J’ai attaqué la seconde moitié de la bouteille, tout en louchant vers lui.
Il avait son expression habituelle, quand il est sur un truc qui le rend nerveux, par exemple quelque chose d’important qu’il sait, et que vous ne savez pas.
– Crache-moi le morceau, j’ai fait direct.
Il s’est dandiné sur le fauteuil, avec un petit sourire, et en envoyant des ondes de gratitude par tous les pores de la peau.

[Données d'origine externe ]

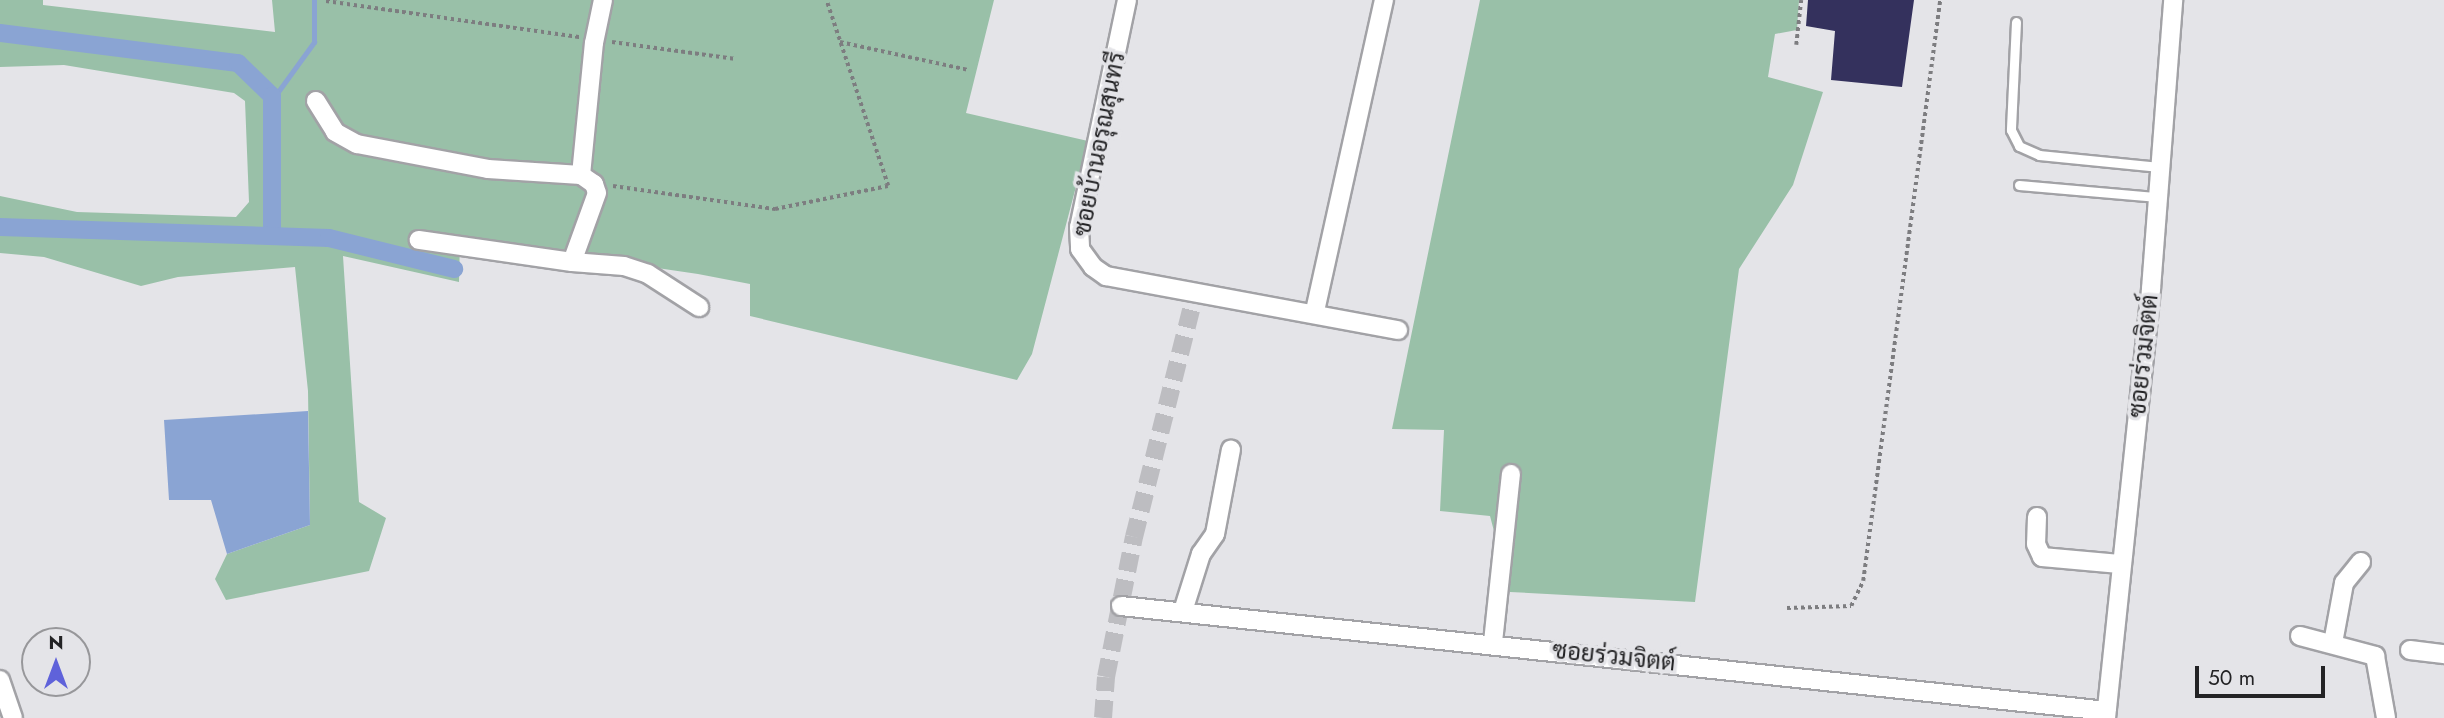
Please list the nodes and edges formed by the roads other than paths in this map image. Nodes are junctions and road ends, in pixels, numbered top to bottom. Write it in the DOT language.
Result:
graph roads {
  1 [pos="603,0"];
  2 [pos="1127,0"];
  3 [pos="1384,0"];
  4 [pos="2173,0"];
  5 [pos="2016,22"];
  6 [pos="316,101"];
  7 [pos="2159,167"];
  8 [pos="587,179"];
  9 [pos="2019,185"];
  10 [pos="2157,197"];
  11 [pos="419,240"];
  12 [pos="572,262"];
  13 [pos="699,307"];
  14 [pos="1315,312"];
  15 [pos="1398,330"];
  16 [pos="1231,449"];
  17 [pos="1511,474"];
  18 [pos="2037,517"];
  19 [pos="2361,562"];
  20 [pos="2120,565"];
  21 [pos="1121,606"];
  22 [pos="1183,611"];
  23 [pos="2300,636"];
  24 [pos="1493,642"];
  25 [pos="2333,643"];
  26 [pos="2410,650"];
  27 [pos="2444,654"];
  28 [pos="0,680"];
  29 [pos="2044,711"];
  30 [pos="2106,714"];
  31 [pos="13,718"];
  32 [pos="2386,718"];
  1 -- 8 [label="street"];
  2 -- 14 [label="street, ซอยบ้านอรุณสุนทรี"];
  3 -- 14 [label="street"];
  4 -- 7 [label="street, ซอยร่วมจิตต์"];
  5 -- 7 [label="lane"];
  6 -- 8 [label="street"];
  7 -- 10 [label="street, ซอยร่วมจิตต์"];
  8 -- 12 [label="street"];
  9 -- 10 [label="lane"];
  10 -- 20 [label="street, ซอยร่วมจิตต์"];
  11 -- 12 [label="street"];
  12 -- 13 [label="street"];
  14 -- 15 [label="street, ซอยบ้านอรุณสุนทรี"];
  16 -- 22 [label="street"];
  17 -- 24 [label="street"];
  18 -- 20 [label="street"];
  19 -- 25 [label="street"];
  20 -- 30 [label="street, ซอยร่วมจิตต์"];
  21 -- 22 [label="street, ซอยร่วมจิตต์"];
  22 -- 24 [label="street, ซอยร่วมจิตต์"];
  23 -- 25 [label="street"];
  24 -- 29 [label="street, ซอยร่วมจิตต์"];
  25 -- 32 [label="street"];
  26 -- 27 [label="street"];
  28 -- 31 [label="street"];
  29 -- 30 [label="street, ซอยร่วมจิตต์"];
}
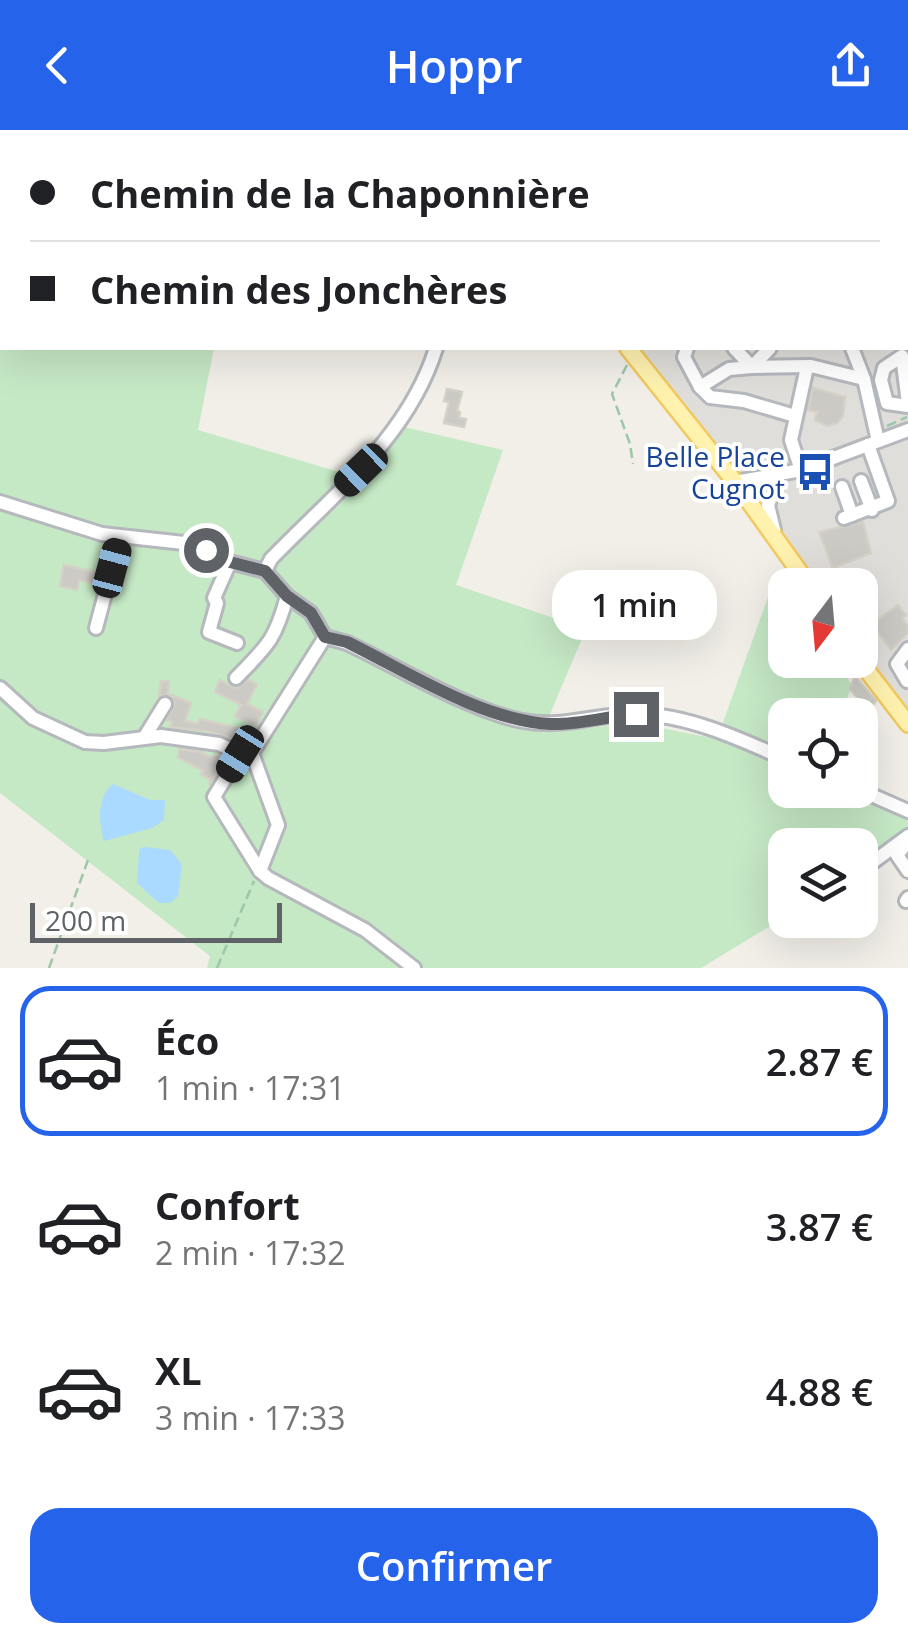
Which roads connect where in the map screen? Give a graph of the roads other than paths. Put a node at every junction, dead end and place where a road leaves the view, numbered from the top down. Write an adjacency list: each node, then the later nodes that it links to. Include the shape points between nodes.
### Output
1 (435, 350): 28 (street, via 405,414)
2 (686, 350): 10 (street)
3 (736, 350): 7 (street)
4 (768, 350): 7 (street)
5 (853, 350): 9 (street)
6 (626, 351): 12 (main road); 19 (main road)
7 (752, 367): 8 (street); 10 (street, via 728,369)
8 (807, 368): 9 (street); 11 (street)
9 (864, 379): 14 (street)
10 (700, 387): 11 (street, via 710,396)
11 (795, 416): 15 (street, via 791,440)
12 (678, 423): 19 (street); 22 (main road)
13 (908, 430): 14 (street)
14 (873, 443): 15 (street); 21 (street, via 889,497)
15 (801, 470): 17 (street); 19 (street)
16 (861, 480): 21 (street)
17 (776, 484): 19 (street); 27 (street, via 768,505 773,529)
18 (842, 487): 21 (street, via 848,517)
19 (739, 491): 22 (street); 26 (main road)
20 (0, 502): 23 (street)
21 (872, 510)
22 (751, 520): 25 (main road)
23 (120, 537): 24 (street, via 184,543); 30 (street)
24 (230, 562): 28 (street); 32 (street, via 209,632)
25 (787, 568)
26 (798, 568)
27 (799, 568)
28 (265, 571): 29 (street)
29 (287, 596): 31 (street, via 311,613); 34 (street, via 272,641)
30 (96, 628)
31 (325, 637): 41 (street, via 509,718 570,724 660,716); 42 (street)
32 (237, 642)
33 (908, 649): 36 (street, via 897,664)
34 (236, 678)
35 (874, 678): 39 (main road)
36 (907, 681)
37 (0, 688): 40 (street, via 33,718 86,742)
38 (164, 704): 40 (street)
39 (908, 724)
40 (144, 738): 42 (street)
41 (768, 752)
42 (246, 753): 47 (street, via 278,824); 47 (street, via 214,797)
43 (878, 798): 44 (street)
44 (908, 811)
45 (908, 839): 46 (street); 48 (street, via 898,855)
46 (878, 859)
47 (260, 871): 49 (street, via 365,930)
48 (908, 871)
49 (414, 968)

– J’peux avoir un kit complet, top-classe… J’ai une connexion avec une Triade…
J’ai étouffé un mauvais rire.
– Me fais pas rigoler.
Il s’est raidi.
– Je t’assure. Par les deux mômes, Pat et MC, des potes à eux qui trafiquent avec les gangs de Chinatown.
J’ai hoché la tête en silence.
Putain, je me disais, est-ce qu’on pouvait rêver plan plus pourri?
J’ai fait face à Youri. On rigolait plus maintenant.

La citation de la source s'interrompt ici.